Pour lutter contre le ralentissement économique, plusieurs banques centrales – Fed aux États-Unis, BCE en Europe, BoJ au Japon – ont assoupli leurs politiques monétaires, en injectant massivement des liquidités dans le circuit financier et en abaissant leurs principaux taux directeurs à des niveaux proches de zéro. Certains pays émergents estiment toutefois que ces actions déstabilisent leur économie, en alimentant des flux spéculatifs dans leur pays et en dopant artificiellement leur monnaie au détriment de leurs exportations.

Dans son discours dimanche, la directrice du Fonds a tenté un difficile exercice d’équilibriste en essayant de ménager les deux camps. Tout en pointant ces risques de "surchauffe", Mme Lagarde a ainsi tenu à rendre hommage à l’action des banques centrales, "légitime" et "nécessaire" pour relancer l’activité dans les pays riches. "Nous avons vu de solides initiatives prises par les banques centrales que le FMI salue au plus haut point comme des contributions majeures à la stabilité", a ainsi déclaré la patronne du Fonds, réitérant une prise de position déjà connue.

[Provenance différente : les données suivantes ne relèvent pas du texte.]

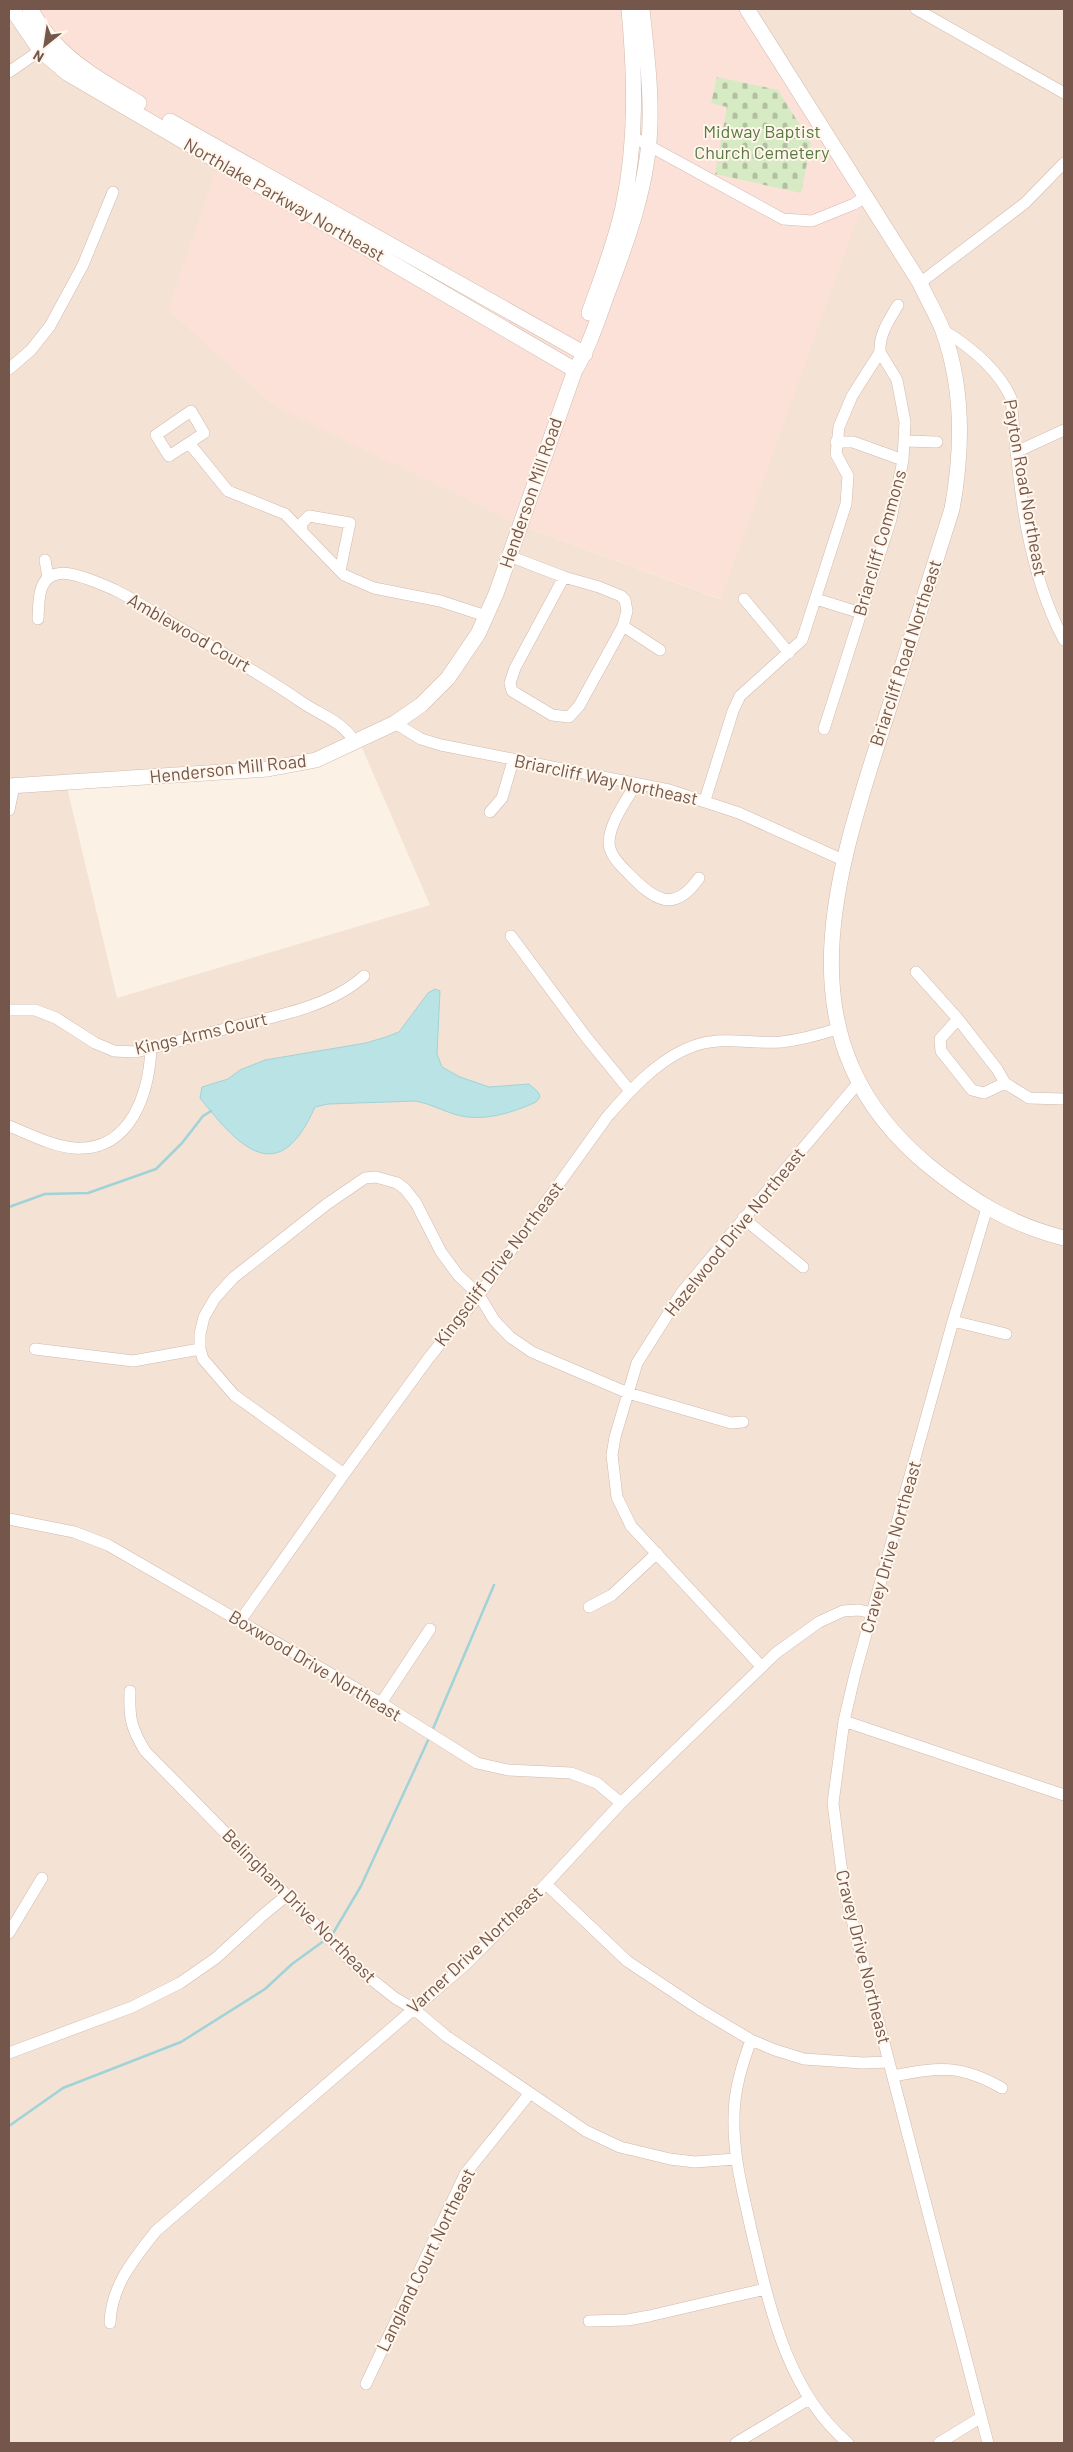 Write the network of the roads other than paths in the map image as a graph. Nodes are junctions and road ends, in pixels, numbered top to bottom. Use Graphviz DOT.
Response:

Fin septembre à Washington, elle avait estimé que le programme de rachat d’obligations publiques annoncé par la Banque centrale européenne (BCE) marquait un "tournant" dans la crise. Dimanche à Tokyo, elle a toutefois reconnu que l’impact de ces politiques monétaires sur la "crédibilité" et "l’indépendance" des banques centrales restait "incertain", à l’issue d’une assemblée annuelle qui a fait apparaître de profondes lignes de fracture au sein du Fonds.

Régulièrement pointée du doigt par les émergents, la banque centrale américaine (Fed), qui a injecté plus de 2 300 milliards de dollars de liquidités depuis 2008, a répondu dimanche à ses détracteurs en défendant l’innocuité de sa politique. "Les liens de cause à effet entre la politique monétaire de pays à l’économie avancée et les flux de capitaux internationaux sont plus lâches qu’on l’affirme parfois", a affirmé le président de la Fed, Ben Bernanke, dans un discours à Tokyo.



Très en pointe dans ce débat, le ministre des Finances brésilien a, lui, laissé entendre que les effets collatéraux de cette politique "seront peut-être pires que les résultats directs". "Les pays avancés ne peuvent pas espérer se débarrasser de la crise aux dépens des pays émergents", a déclaré Guido Mantega samedi dans la capitale japonaise, assurant que son pays prendrait "toutes les mesures nécessaires" pour se protéger contre l’afflux massif de capitaux.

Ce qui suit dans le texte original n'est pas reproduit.